*WORK REQUEST:* Each entry must be duplicated precisely, with nothing left out.

[RECORDS FOR THE EXERCISE Boundary: Start]

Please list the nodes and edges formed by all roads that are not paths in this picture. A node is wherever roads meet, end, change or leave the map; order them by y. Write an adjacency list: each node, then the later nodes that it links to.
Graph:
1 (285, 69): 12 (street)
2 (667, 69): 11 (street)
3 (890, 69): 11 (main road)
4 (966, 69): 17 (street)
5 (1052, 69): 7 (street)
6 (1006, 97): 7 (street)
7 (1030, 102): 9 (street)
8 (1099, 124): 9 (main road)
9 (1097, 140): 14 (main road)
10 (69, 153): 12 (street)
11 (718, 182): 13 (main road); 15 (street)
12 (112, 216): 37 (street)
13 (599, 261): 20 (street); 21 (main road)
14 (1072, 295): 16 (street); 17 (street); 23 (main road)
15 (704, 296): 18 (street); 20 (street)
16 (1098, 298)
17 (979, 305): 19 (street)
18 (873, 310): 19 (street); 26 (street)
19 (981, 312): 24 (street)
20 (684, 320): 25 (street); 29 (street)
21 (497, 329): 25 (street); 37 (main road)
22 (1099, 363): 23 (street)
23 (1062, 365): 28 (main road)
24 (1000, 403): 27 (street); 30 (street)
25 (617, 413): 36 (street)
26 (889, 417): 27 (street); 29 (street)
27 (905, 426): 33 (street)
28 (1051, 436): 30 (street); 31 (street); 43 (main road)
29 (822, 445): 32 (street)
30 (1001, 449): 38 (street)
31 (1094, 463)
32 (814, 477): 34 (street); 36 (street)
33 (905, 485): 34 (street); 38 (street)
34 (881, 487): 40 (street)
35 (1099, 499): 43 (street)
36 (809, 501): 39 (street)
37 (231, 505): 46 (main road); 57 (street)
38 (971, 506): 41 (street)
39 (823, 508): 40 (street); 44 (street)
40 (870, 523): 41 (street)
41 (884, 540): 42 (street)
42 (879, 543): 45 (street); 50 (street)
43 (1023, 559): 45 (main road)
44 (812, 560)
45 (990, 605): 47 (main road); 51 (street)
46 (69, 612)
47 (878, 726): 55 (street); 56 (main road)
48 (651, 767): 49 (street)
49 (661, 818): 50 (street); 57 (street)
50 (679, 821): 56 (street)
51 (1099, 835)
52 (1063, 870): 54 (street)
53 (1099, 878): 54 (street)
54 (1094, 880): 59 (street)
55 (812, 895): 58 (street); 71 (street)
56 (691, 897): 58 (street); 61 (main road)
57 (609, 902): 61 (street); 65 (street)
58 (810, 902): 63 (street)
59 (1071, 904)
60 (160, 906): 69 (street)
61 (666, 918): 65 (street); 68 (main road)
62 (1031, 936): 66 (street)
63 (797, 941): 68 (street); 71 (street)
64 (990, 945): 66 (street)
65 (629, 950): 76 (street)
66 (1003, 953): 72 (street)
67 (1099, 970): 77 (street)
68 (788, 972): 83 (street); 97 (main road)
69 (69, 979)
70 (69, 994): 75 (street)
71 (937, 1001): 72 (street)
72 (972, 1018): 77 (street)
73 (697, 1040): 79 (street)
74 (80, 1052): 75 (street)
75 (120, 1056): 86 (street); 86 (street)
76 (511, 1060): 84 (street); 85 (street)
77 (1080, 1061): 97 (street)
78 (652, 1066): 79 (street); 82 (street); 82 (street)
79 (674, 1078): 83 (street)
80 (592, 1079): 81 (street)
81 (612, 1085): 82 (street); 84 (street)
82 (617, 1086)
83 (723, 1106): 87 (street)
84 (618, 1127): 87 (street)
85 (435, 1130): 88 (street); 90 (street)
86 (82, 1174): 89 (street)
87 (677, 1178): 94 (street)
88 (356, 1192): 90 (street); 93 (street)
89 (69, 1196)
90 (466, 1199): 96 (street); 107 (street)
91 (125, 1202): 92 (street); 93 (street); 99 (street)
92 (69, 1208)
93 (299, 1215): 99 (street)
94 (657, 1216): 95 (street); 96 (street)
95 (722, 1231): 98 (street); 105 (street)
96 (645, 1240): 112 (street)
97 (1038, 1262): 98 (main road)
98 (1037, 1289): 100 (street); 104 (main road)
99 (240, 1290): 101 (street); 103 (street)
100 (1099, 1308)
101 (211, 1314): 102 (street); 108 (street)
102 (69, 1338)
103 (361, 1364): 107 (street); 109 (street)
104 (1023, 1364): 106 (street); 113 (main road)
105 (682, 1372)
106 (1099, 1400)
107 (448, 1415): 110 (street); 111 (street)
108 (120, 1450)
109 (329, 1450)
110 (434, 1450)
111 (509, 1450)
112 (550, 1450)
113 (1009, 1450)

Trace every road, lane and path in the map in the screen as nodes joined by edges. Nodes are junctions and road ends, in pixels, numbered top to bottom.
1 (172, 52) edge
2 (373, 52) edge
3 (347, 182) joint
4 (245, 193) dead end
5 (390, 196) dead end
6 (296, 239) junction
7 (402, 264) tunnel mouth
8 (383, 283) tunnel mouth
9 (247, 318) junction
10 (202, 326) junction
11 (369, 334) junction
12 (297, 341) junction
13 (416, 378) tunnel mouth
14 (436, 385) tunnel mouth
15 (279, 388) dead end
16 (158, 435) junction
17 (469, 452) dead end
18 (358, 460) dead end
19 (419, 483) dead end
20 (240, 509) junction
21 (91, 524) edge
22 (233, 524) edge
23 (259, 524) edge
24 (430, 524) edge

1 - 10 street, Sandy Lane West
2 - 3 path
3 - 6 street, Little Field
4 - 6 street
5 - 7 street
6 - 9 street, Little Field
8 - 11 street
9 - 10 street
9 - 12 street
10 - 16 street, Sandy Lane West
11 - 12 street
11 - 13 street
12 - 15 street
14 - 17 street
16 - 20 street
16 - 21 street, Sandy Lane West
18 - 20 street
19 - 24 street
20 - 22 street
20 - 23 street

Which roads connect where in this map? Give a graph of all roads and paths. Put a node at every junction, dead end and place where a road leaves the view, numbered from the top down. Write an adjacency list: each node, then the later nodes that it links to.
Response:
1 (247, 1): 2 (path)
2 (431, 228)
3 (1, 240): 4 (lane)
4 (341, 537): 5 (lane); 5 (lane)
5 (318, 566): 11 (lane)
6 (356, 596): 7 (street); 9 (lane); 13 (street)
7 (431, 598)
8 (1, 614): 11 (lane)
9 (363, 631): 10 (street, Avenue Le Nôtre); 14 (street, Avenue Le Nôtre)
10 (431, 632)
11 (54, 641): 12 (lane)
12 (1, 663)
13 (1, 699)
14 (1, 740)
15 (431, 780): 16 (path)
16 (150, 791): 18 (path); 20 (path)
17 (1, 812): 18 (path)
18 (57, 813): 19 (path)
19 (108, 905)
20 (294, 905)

[RECORDS FOR THE EXERCISE Boundary: End]

*EXERCISE SOLUTION:*
Please list the nodes and edges formed by all roads that are not paths in this picture. A node is wherever roads meet, end, change or leave the map; order them by y. Write an adjacency list: each node, then the later nodes that it links to.
Graph:
1 (285, 69): 12 (street)
2 (667, 69): 11 (street)
3 (890, 69): 11 (main road)
4 (966, 69): 17 (street)
5 (1052, 69): 7 (street)
6 (1006, 97): 7 (street)
7 (1030, 102): 9 (street)
8 (1099, 124): 9 (main road)
9 (1097, 140): 14 (main road)
10 (69, 153): 12 (street)
11 (718, 182): 13 (main road); 15 (street)
12 (112, 216): 37 (street)
13 (599, 261): 20 (street); 21 (main road)
14 (1072, 295): 16 (street); 17 (street); 23 (main road)
15 (704, 296): 18 (street); 20 (street)
16 (1098, 298)
17 (979, 305): 19 (street)
18 (873, 310): 19 (street); 26 (street)
19 (981, 312): 24 (street)
20 (684, 320): 25 (street); 29 (street)
21 (497, 329): 25 (street); 37 (main road)
22 (1099, 363): 23 (street)
23 (1062, 365): 28 (main road)
24 (1000, 403): 27 (street); 30 (street)
25 (617, 413): 36 (street)
26 (889, 417): 27 (street); 29 (street)
27 (905, 426): 33 (street)
28 (1051, 436): 30 (street); 31 (street); 43 (main road)
29 (822, 445): 32 (street)
30 (1001, 449): 38 (street)
31 (1094, 463)
32 (814, 477): 34 (street); 36 (street)
33 (905, 485): 34 (street); 38 (street)
34 (881, 487): 40 (street)
35 (1099, 499): 43 (street)
36 (809, 501): 39 (street)
37 (231, 505): 46 (main road); 57 (street)
38 (971, 506): 41 (street)
39 (823, 508): 40 (street); 44 (street)
40 (870, 523): 41 (street)
41 (884, 540): 42 (street)
42 (879, 543): 45 (street); 50 (street)
43 (1023, 559): 45 (main road)
44 (812, 560)
45 (990, 605): 47 (main road); 51 (street)
46 (69, 612)
47 (878, 726): 55 (street); 56 (main road)
48 (651, 767): 49 (street)
49 (661, 818): 50 (street); 57 (street)
50 (679, 821): 56 (street)
51 (1099, 835)
52 (1063, 870): 54 (street)
53 (1099, 878): 54 (street)
54 (1094, 880): 59 (street)
55 (812, 895): 58 (street); 71 (street)
56 (691, 897): 58 (street); 61 (main road)
57 (609, 902): 61 (street); 65 (street)
58 (810, 902): 63 (street)
59 (1071, 904)
60 (160, 906): 69 (street)
61 (666, 918): 65 (street); 68 (main road)
62 (1031, 936): 66 (street)
63 (797, 941): 68 (street); 71 (street)
64 (990, 945): 66 (street)
65 (629, 950): 76 (street)
66 (1003, 953): 72 (street)
67 (1099, 970): 77 (street)
68 (788, 972): 83 (street); 97 (main road)
69 (69, 979)
70 (69, 994): 75 (street)
71 (937, 1001): 72 (street)
72 (972, 1018): 77 (street)
73 (697, 1040): 79 (street)
74 (80, 1052): 75 (street)
75 (120, 1056): 86 (street); 86 (street)
76 (511, 1060): 84 (street); 85 (street)
77 (1080, 1061): 97 (street)
78 (652, 1066): 79 (street); 82 (street); 82 (street)
79 (674, 1078): 83 (street)
80 (592, 1079): 81 (street)
81 (612, 1085): 82 (street); 84 (street)
82 (617, 1086)
83 (723, 1106): 87 (street)
84 (618, 1127): 87 (street)
85 (435, 1130): 88 (street); 90 (street)
86 (82, 1174): 89 (street)
87 (677, 1178): 94 (street)
88 (356, 1192): 90 (street); 93 (street)
89 (69, 1196)
90 (466, 1199): 96 (street); 107 (street)
91 (125, 1202): 92 (street); 93 (street); 99 (street)
92 (69, 1208)
93 (299, 1215): 99 (street)
94 (657, 1216): 95 (street); 96 (street)
95 (722, 1231): 98 (street); 105 (street)
96 (645, 1240): 112 (street)
97 (1038, 1262): 98 (main road)
98 (1037, 1289): 100 (street); 104 (main road)
99 (240, 1290): 101 (street); 103 (street)
100 (1099, 1308)
101 (211, 1314): 102 (street); 108 (street)
102 (69, 1338)
103 (361, 1364): 107 (street); 109 (street)
104 (1023, 1364): 106 (street); 113 (main road)
105 (682, 1372)
106 (1099, 1400)
107 (448, 1415): 110 (street); 111 (street)
108 (120, 1450)
109 (329, 1450)
110 (434, 1450)
111 (509, 1450)
112 (550, 1450)
113 (1009, 1450)

Trace every road, lane and path in the map in the screen as nodes joined by edges. Nodes are junctions and road ends, in pixels, numbered top to bottom.
1 (172, 52) edge
2 (373, 52) edge
3 (347, 182) joint
4 (245, 193) dead end
5 (390, 196) dead end
6 (296, 239) junction
7 (402, 264) tunnel mouth
8 (383, 283) tunnel mouth
9 (247, 318) junction
10 (202, 326) junction
11 (369, 334) junction
12 (297, 341) junction
13 (416, 378) tunnel mouth
14 (436, 385) tunnel mouth
15 (279, 388) dead end
16 (158, 435) junction
17 (469, 452) dead end
18 (358, 460) dead end
19 (419, 483) dead end
20 (240, 509) junction
21 (91, 524) edge
22 (233, 524) edge
23 (259, 524) edge
24 (430, 524) edge

1 - 10 street, Sandy Lane West
2 - 3 path
3 - 6 street, Little Field
4 - 6 street
5 - 7 street
6 - 9 street, Little Field
8 - 11 street
9 - 10 street
9 - 12 street
10 - 16 street, Sandy Lane West
11 - 12 street
11 - 13 street
12 - 15 street
14 - 17 street
16 - 20 street
16 - 21 street, Sandy Lane West
18 - 20 street
19 - 24 street
20 - 22 street
20 - 23 street

Which roads connect where in this map? Give a graph of all roads and paths. Put a node at every junction, dead end and place where a road leaves the view, numbered from the top down. Write an adjacency list: each node, then the later nodes that it links to.
Response:
1 (247, 1): 2 (path)
2 (431, 228)
3 (1, 240): 4 (lane)
4 (341, 537): 5 (lane); 5 (lane)
5 (318, 566): 11 (lane)
6 (356, 596): 7 (street); 9 (lane); 13 (street)
7 (431, 598)
8 (1, 614): 11 (lane)
9 (363, 631): 10 (street, Avenue Le Nôtre); 14 (street, Avenue Le Nôtre)
10 (431, 632)
11 (54, 641): 12 (lane)
12 (1, 663)
13 (1, 699)
14 (1, 740)
15 (431, 780): 16 (path)
16 (150, 791): 18 (path); 20 (path)
17 (1, 812): 18 (path)
18 (57, 813): 19 (path)
19 (108, 905)
20 (294, 905)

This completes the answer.